WHAT YOU HAVE TO DO:
Check each line of the entries below for the string "size"; copy every line where it appears.

SUPPLIED RECORDS:
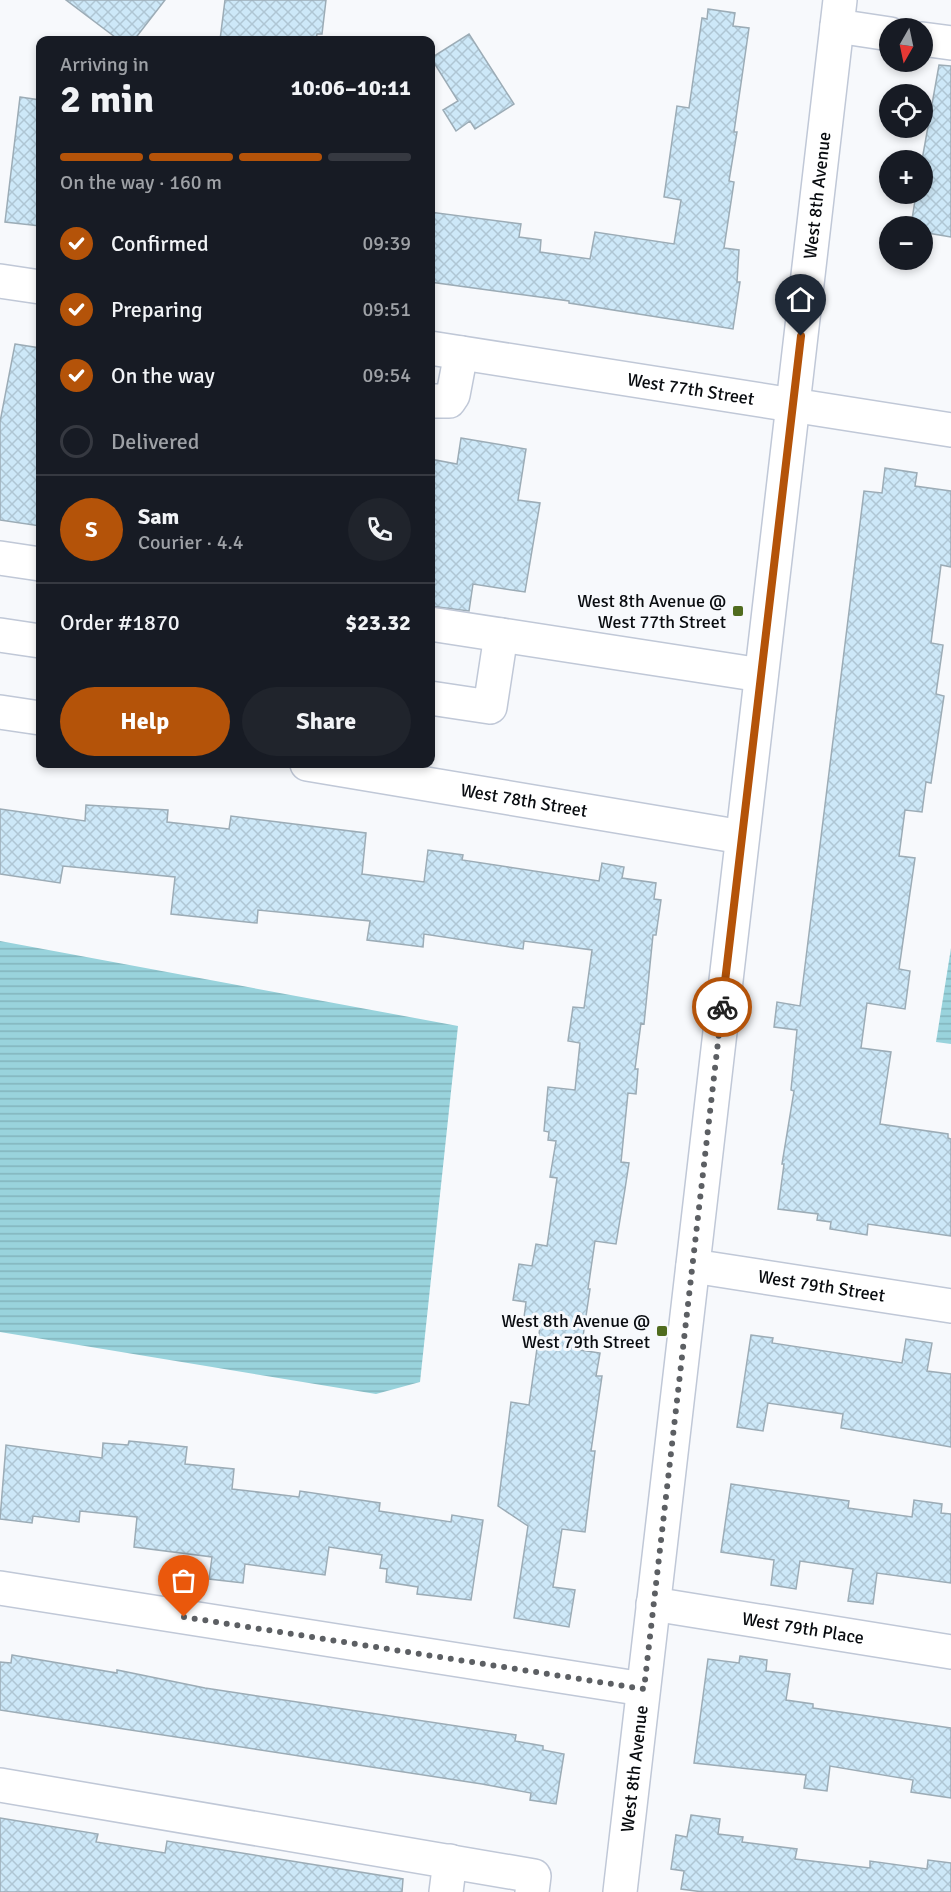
<!DOCTYPE html>
<meta charset="utf-8">
<style>
:root{--surface:#171b24;--page:#20242c;--text:#f1f3f6;--muted:#9ea1a6;--line:#363941;--accent:#b45309}
body{margin:0;font-family:Signika,sans-serif;background:var(--page);color:var(--text);height:100vh;display:flex;flex-direction:column;font-size:22px;white-space:nowrap}
*{box-sizing:border-box;margin:0}
p{font-size:20px;color:var(--muted)}
.icon{flex:none;width:33px;height:33px;fill:none;stroke:currentColor;stroke-width:2;stroke-linecap:round;stroke-linejoin:round}
.map{position:relative;flex:1;overflow:hidden}
.drawer{position:absolute;left:36px;top:36px;width:399px;height:732px;display:flex;flex-direction:column;background:var(--surface);border-radius:12px;box-shadow:0 3px 9px #0003}
.drawer>*{flex:none}
.needle{width:39px;rotate:189deg}
.tools{position:absolute;left:879px;top:18px;display:grid;gap:12px}
.tools a{display:grid;place-items:center;width:54px;height:54px;border-radius:50%;background:var(--surface);box-shadow:0 3px 9px #0003;font-size:30px}
.pin{position:absolute;display:grid;place-items:center;width:51px;height:51px;color:#fff;margin:-62px -26px;border-radius:50% 50% 50% 0;rotate:-45deg;box-shadow:0 0 6px #0007}
.pin .icon{rotate:45deg}
.courier{position:absolute;display:grid;place-items:center;width:60px;height:60px;margin:-30px;border:4px solid #b45309;border-radius:50%;background:#fff;color:#222;box-shadow:0 2px 8px #0007}
.summary em{font-style:normal;font-weight:700}
.summary div{display:flex;flex-direction:column-reverse}
.summary{display:flex;align-items:center;justify-content:space-between;height:102px;padding:0 24px}
h1{font-size:39px;font-weight:700;line-height:45px}
.bar{display:grid;grid-template-columns:repeat(4,1fr);gap:9px 6px;align-content:center;height:72px;padding:0 24px}
.bar i{height:8px;border-radius:4px;background:var(--line)}
.bar .on{background:var(--accent)}
.bar p{grid-column:span 4}
.line{display:flex;align-items:center;gap:15px;padding:0 24px;border-top:2px solid var(--line)}
.line div{flex:1}
.round{display:grid;place-items:center;flex:none;width:63px;height:63px;border-radius:32px;background:var(--page)}
ol{padding:0 24px;list-style:none}
li{display:flex;align-items:center;gap:18px;height:66px}
li p{margin-inline-start:auto}
li .icon{padding:6px;border-radius:50%;background:var(--accent);color:#fff;stroke-width:4}
li:last-child{color:var(--muted)}
li i{width:33px;height:33px;border:3px solid var(--line);border-radius:50%}
.cta{display:flex;gap:12px;margin-top:auto;padding:12px 24px}
.cta a{flex:1;height:69px;border-radius:36px;background:var(--accent);color:#fff;font-size:24px;font-weight:700;line-height:69px;text-align:center}
.cta a+a{background:var(--page);color:var(--text)}
.map>svg:first-child{display:block}
.water{fill:url(#water-rules)}
.building{fill:url(#building-cross-hatch);stroke:#9cacb6;stroke-width:1.5}
.lines{fill:none;stroke-linecap:round;stroke-linejoin:round}
.minor-casing{stroke:#c0c8d7;stroke-width:36}
.minor{stroke:#fff;stroke-width:33}
.done{stroke:#5c5f63;stroke-width:6;stroke-dasharray:0 10.8}
.route{stroke:#b45309;stroke-width:8}
.poi-dot{fill:#506c1e;stroke:#f7f9fc;stroke-width:2}
.labels{text-anchor:middle;stroke-width:6;stroke-linejoin:round;paint-order:stroke}
.street-label{font-size:18px;fill:#090c10;stroke:#f7f9fc}
.poi-label{font-size:18px;fill:#090c10;stroke:#f7f9fc;text-anchor:end}
</style>
<div class="map">
<svg width="951" height="1892" viewBox="0 0 951 1892">
<defs>
<pattern id="water-rules" width="6" height="5" patternUnits="userSpaceOnUse" patternTransform="scale(1.5)"><rect width="6" height="5" fill="#99d3dc"/><path d="M0 2.5h6" fill="none" stroke="#82b4bc"/></pattern>
<pattern id="building-cross-hatch" width="8" height="8" patternUnits="userSpaceOnUse" patternTransform="scale(1.5)"><rect width="8" height="8" fill="#cde8f8"/><path d="M0 0l8 8M0 8l8-8" fill="none" stroke="#afc6d4"/></pattern>
</defs>
<rect width="100%" height="100%" fill="#f7f9fc"/>
<path class="water" d="M0,941l458,85 -38,356 -44,12 -376,-62z
M951,948v96l-15,-2z"/>
<path class="building" d="M66,0h99l-31,40h-15z
M225,0h101l-4,34h-5l-1,6h-96z
M708,9l27,4 -2,13 16,2 -15,104h3l-8,49 5,1 -10,66 15,2 -2,32h3l-7,47 -164,-26v-2l-139,-19v-70l91,12 -2,13 22,3 -1,12 50,7 5,-27 79,12 7,-44 -17,-3 13,-91 12,2 13,-90 5,1z
M469,34l45,70 -39,25 -5,-8 -14,10 -13,-21 15,-9 -27,-43z
M939,65l12,1v171l-29,-5v-6h-11l5,-32h6v-34z
M20,97l20,3v126l-35,-4z
M15,344l25,4v178l-40,-6v-98z
M461,438l65,11 -8,51 22,3 -15,89 -52,-8 -4,27 -39,-5v-147l27,5z
M885,468l32,5 -2,13 36,5v76l-10,-2 -10,78 12,2 -7,49 8,2 -13,87 -5,-1 -4,30 -17,-2 -6,46 16,2 -16,111 11,2 -5,38 -38,-6 -6,45 30,4 -11,72 68,10v4l3,1v97l-83,-12 -1,11 -37,-6 1,-7 -14,-2 1,-6 -40,-5 6,-45h-2l12,-73 -3,-1 6,-60 -23,-3 3,-25 23,4 64,-515 18,2z
M86,805l82,5 -1,12 62,7 2,-13 135,17 -4,41 62,8 4,-32 35,5 -1,5 137,21 3,-18 22,4 -2,11 34,5 -2,16 7,1 -5,35h-3l-9,89 -3,-1 -6,46h3l-2,25 -8,-1 -7,69 8,1 -4,26 -9,55 -21,-3 -7,48h2l-9,61 19,3 -4,23h6l-11,75h4l-10,81 -23,-3 -9,58 22,3 -6,37 -55,-9 14,-92 -30,-20 13,-104 18,3 11,-78 -17,-2 3,-23 -13,-2 6,-36 13,2 4,-22 11,2 10,-68 -7,-1 6,-36 -8,-1 1,-8 -5,-1 4,-44 27,3 5,-47 -12,-2 5,-34 11,1 8,-58 -68,-9 -1,8 -99,-15 -1,13 -56,-7 3,-19 -112,-11 -1,13 -86,-9 4,-37 -112,-11 -3,17 -60,-9v-65l85,12z
M751,1335l22,3 -1,5 130,20 4,-24 26,4 -5,28 24,3v73l-110,-19 2,-14 -75,-11 -5,28 -26,-4z
M129,1441l58,6 -2,17 49,5 -2,20 67,8 1,-6 80,12 -1,8 72,11 1,-7 31,5 -12,80 -54,-6 1,-7 -32,-5 1,-13 -7,-1 2,-13 -53,-8 -4,28 -80,-11 -2,19 -34,-4 3,-22 -78,-10 3,-30 -57,-6 -1,11 -46,-6 -1,7 -32,-4 6,-74 96,13 1,-15 25,2z
M731,1484l118,17 -1,7 64,9 2,-17 28,4 -1,9 10,1v69l-74,-10 -4,31 -25,-3 5,-32 -53,-8 -4,28 -25,-4 3,-25 -53,-8z
M12,1655l105,18v-3l88,18 311,47 -1,6 28,5v4l21,4 -8,50 -26,-4 1,-7 -49,-9 -482,-74v-48l11,1z
M740,1656l27,4 -1,11 24,3 -4,26 27,4v4l138,20v70l-40,-6 2,-12 -83,-14 -3,25 -23,-3 2,-13 -112,-12 14,-104 31,4z
M691,1815l29,4 -2,15 25,3 -1,5 55,7 -2,10 75,9v-7l57,8 1,-9 23,3v29h-248l-22,-3 3,-18 -13,-2 5,-34 11,2z
M0,1818l98,16 -2,8 69,11 2,-12 236,38 -1,13h-402z"/>
<g class="lines">
<defs>
<g id="minor">
<path d="M837,26l53,8"/>
<path d="M922,39l29,4"/>
<path d="M0,281l40,6"/>
<path id="s1" d="M430,348l521,82"/>
<path d="M430,401h19l4,-6 8,-42"/>
<path d="M0,558l40,6"/>
<path d="M430,624l331,51"/>
<path d="M0,635l40,6"/>
<path d="M430,698l60,9 11,-72"/>
<path d="M0,712l40,6"/>
<path id="s2" d="M307,764l435,73"/>
<path id="s3" d="M693,1266l258,40"/>
<path d="M0,1588l643,101"/>
<path id="s4" d="M653,1604l298,48"/>
<path d="M0,1785l534,91 -2,16"/>
<path d="M446,1892l4,-31"/>
<path id="s5" d="M620,1892l220,-1892"/>
</g>
</defs>
<use href="#minor" class="minor-casing"/>
<use href="#minor" class="minor"/>
</g>
<g class="lines">
<path class="done" d="M184,1617l460,72 78,-682"/>
<path class="route" d="M722,1007l79,-671"/>
</g>
<g class="poi-dot">
<rect x="732" y="605" width="12" height="12" rx="3"/>
<rect x="656" y="1325" width="12" height="12" rx="3"/>
</g>
<g class="labels">
<g class="street-label">
<text dy="6" stroke="none"><textPath href="#s5" startOffset="1708">West 8th Avenue</textPath></text>
<text dy="6" stroke="none"><textPath href="#s1" startOffset="264">West 77th Street</textPath></text>
<text dy="6" stroke="none"><textPath href="#s2" startOffset="220">West 78th Street</textPath></text>
<text dy="6" stroke="none"><textPath href="#s3" startOffset="130">West 79th Street</textPath></text>
<text dy="6" stroke="none"><textPath href="#s4" startOffset="152">West 79th Place</textPath></text>
<text dy="6" stroke="none"><textPath href="#s5" startOffset="124">West 8th Avenue</textPath></text>
</g>
<g class="poi-label">
<text x="726" y="607">West 8th Avenue @<tspan x="726" dy="21">West 77th Street</tspan></text>
<text x="650" y="1327">West 8th Avenue @<tspan x="650" dy="21">West 79th Street</tspan></text>
</g>
</g>
</svg>
<div class="tools">
<a><svg class="needle" viewBox="-14 -14 28 28"><path d="M0-13l5 13h-10z" fill="#e53935"/><path d="M0 13l5-13h-10z" fill="#9ea1a6"/></svg></a>
<a><svg class="icon" aria-label="locate" viewBox="0 0 24 24"><circle cx="12" cy="12" r="6"/><path d="M12 2v4M12 18v4M2 12h4M18 12h4"/></svg></a>
<a>+</a>
<a>−</a>
</div>
<div class="pin" style="left:184px;top:1617px;background:#ea580c"><svg class="icon" aria-label="bag" viewBox="0 0 24 24"><path d="M5 8h14l-1 12H6zM9 8a3 3 0 0 1 6 0"/></svg></div>
<div class="pin" style="left:801px;top:336px;background:#1f2937"><svg class="icon" aria-label="home" viewBox="0 0 24 24"><path d="M3 11l9-7 9 7M6 9v11h12V9"/></svg></div>
<div class="courier" style="left:722px;top:1007px"><svg class="icon" aria-label="bike" viewBox="0 0 24 24"><circle cx="6" cy="16" r="4"/><circle cx="18" cy="16" r="4"/><path d="M6 16l4-8h5l3 8M10 8l3 8H6M13 5h3"/></svg></div>
<section class="drawer">
<div class="summary"><div><h1>2 min</h1><p>Arriving in</p></div><em>10:06–10:11</em></div>
<div class="bar"><i class="on"></i><i class="on"></i><i class="on"></i><i></i><p>On the way · 160 m</p></div>
<ol>
<li><svg class="icon" aria-label="check" viewBox="0 0 24 24"><path d="M5 12l5 5 9-10"/></svg>Confirmed<p>09:39</p></li>
<li><svg class="icon" aria-label="check" viewBox="0 0 24 24"><path d="M5 12l5 5 9-10"/></svg>Preparing<p>09:51</p></li>
<li><svg class="icon" aria-label="check" viewBox="0 0 24 24"><path d="M5 12l5 5 9-10"/></svg>On the way<p>09:54</p></li>
<li><i></i>Delivered</li>
</ol>
<div class="line" style="height:108px"><b class="round" style="background:var(--accent);color:#fff">S</b><div><b>Sam</b><p>Courier · 4.4</p></div><a class="round"><svg class="icon" aria-label="phone" viewBox="0 0 24 24"><path d="M5 4h4l2 5-3 2q2 4 5 5l2-3 5 2v4C11 20 4 13 5 4z"/></svg></a></div>
<div class="line" style="height:78px"><div>Order #1870</div><b>$23.32</b></div>
<div class="cta"><a>Help</a><a>Share</a></div>
</section>
</div>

SOLUTION BELOW:
body{margin:0;font-family:Signika,sans-serif;background:var(--page);color:var(--text);height:100vh;display:flex;flex-direction:column;font-size:22px;white-space:nowrap}
p{font-size:20px;color:var(--muted)}
.tools a{display:grid;place-items:center;width:54px;height:54px;border-radius:50%;background:var(--surface);box-shadow:0 3px 9px #0003;font-size:30px}
h1{font-size:39px;font-weight:700;line-height:45px}
.cta a{flex:1;height:69px;border-radius:36px;background:var(--accent);color:#fff;font-size:24px;font-weight:700;line-height:69px;text-align:center}
.street-label{font-size:18px;fill:#090c10;stroke:#f7f9fc}
.poi-label{font-size:18px;fill:#090c10;stroke:#f7f9fc;text-anchor:end}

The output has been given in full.